A tese firmada no Tema 1197/STJ que admite a incidência da agravante do art. 61, II, "f", do Código Penal em conjunto com o art. 129, § 9º, do mesmo Código, não se aplica às hipóteses do art. 129, § 13, do Código Penal, em que a condição de mulher e a violência de gênero já são elementos do tipo.

 A controvérsia consiste em saber se a aplicação cumulativa da qualificadora prevista no art. 129, § 13, do Código Penal, com a agravante genérica do art. 61, II, "f", do mesmo diploma, em crime de lesão corporal praticada contra a mulher, por razões da condição do sexo feminino e no âmbito da unidade doméstica, configura bis in idem na dosimetria da pena. 

A Terceira Seção do Superior Tribunal de Justiça, no julgamento do Tema 1197/STJ, firmou a orientação no sentido de que não há bis in idem na aplicação da agravante do art. 61, II, "f", do Código Penal aos crimes previstos no art. 129, § 9º, do mesmo Código, pois as elementares desse tipo penal não fazem referência ao gênero da vítima, ao passo que a agravante incide justamente quando a conduta é praticada com violência contra a mulher na forma da legislação específica. 

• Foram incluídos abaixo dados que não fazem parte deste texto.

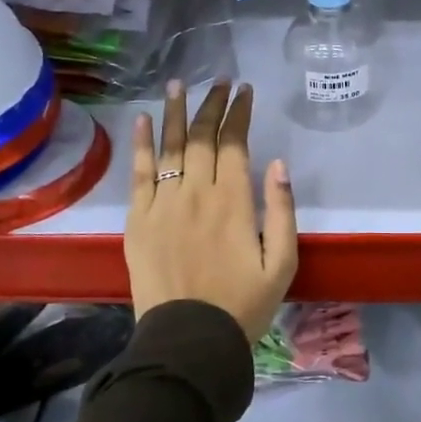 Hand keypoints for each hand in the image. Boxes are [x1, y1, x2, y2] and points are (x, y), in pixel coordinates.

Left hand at [126, 80, 297, 342]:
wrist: (188, 340)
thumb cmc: (243, 303)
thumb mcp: (283, 262)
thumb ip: (282, 210)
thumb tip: (277, 163)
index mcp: (233, 202)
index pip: (234, 143)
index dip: (239, 113)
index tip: (244, 90)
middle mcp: (196, 193)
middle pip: (202, 137)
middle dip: (212, 104)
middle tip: (219, 80)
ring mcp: (162, 205)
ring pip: (170, 147)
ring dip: (176, 112)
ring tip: (178, 84)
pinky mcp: (138, 220)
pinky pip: (138, 174)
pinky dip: (142, 144)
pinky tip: (144, 119)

No art. 129, § 9º, do CP, o legislador qualifica a lesão corporal em razão da relação doméstica, familiar ou de coabitação, abrangendo qualquer pessoa (ascendente, descendente, irmão, cônjuge, companheiro ou pessoa com quem o agente conviva ou tenha convivido), sem distinguir o gênero da vítima, de modo que a condição feminina não constitui elementar do tipo. 

Diversamente, o art. 129, § 13, do CP qualifica a lesão corporal quando praticada contra a mulher, por razões da condição do sexo feminino, nos termos do art. 121, § 2º-A, do CP, que expressamente abrange, entre outras hipóteses, a violência doméstica e familiar, incorporando o contexto de violência de gênero como elemento do próprio tipo penal. 

A agravante do art. 61, II, "f", do CP também tem por fundamento, entre outros, a prática do crime com violência contra a mulher na forma da lei específica, de modo que, quando aplicada a fato já enquadrado no art. 129, § 13, do Código Penal, recai sobre a mesma circunstância fático-normativa (violência doméstica e de gênero contra a mulher) já valorada para qualificar o delito. 

Assim, a utilização, na segunda fase da dosimetria, da mesma circunstância que já integra o núcleo essencial do tipo qualificado do art. 129, § 13, do Código Penal configura duplicidade punitiva vedada, por implicar bis in idem e violar os princípios da proporcionalidade e da especialidade na  aplicação da lei penal. 

 Na mesma direção, julgado recente do Superior Tribunal de Justiça, ao examinar a incidência da agravante do art. 61, do II, "f", do Código Penal em crime de descumprimento de medida protetiva (art. 24-A da Lei n. 11.340/2006), reconheceu igualmente o bis in idem, porquanto o contexto de violência doméstica já integra o tipo penal, reforçando o entendimento de que a agravante não pode recair sobre circunstância já contemplada como elementar específica da figura típica aplicada. 

Portanto, a ratio decidendi do Tema 1197/STJ - que admite a cumulação da agravante do art. 61, II, "f", do Código Penal com o art. 129, § 9º, do Código Penal, justamente porque o tipo-base não contempla a condição de gênero - não se estende aos casos regidos pelo art. 129, § 13, em que a condição de mulher e o contexto de violência de gênero já são elementares do tipo penal qualificicado.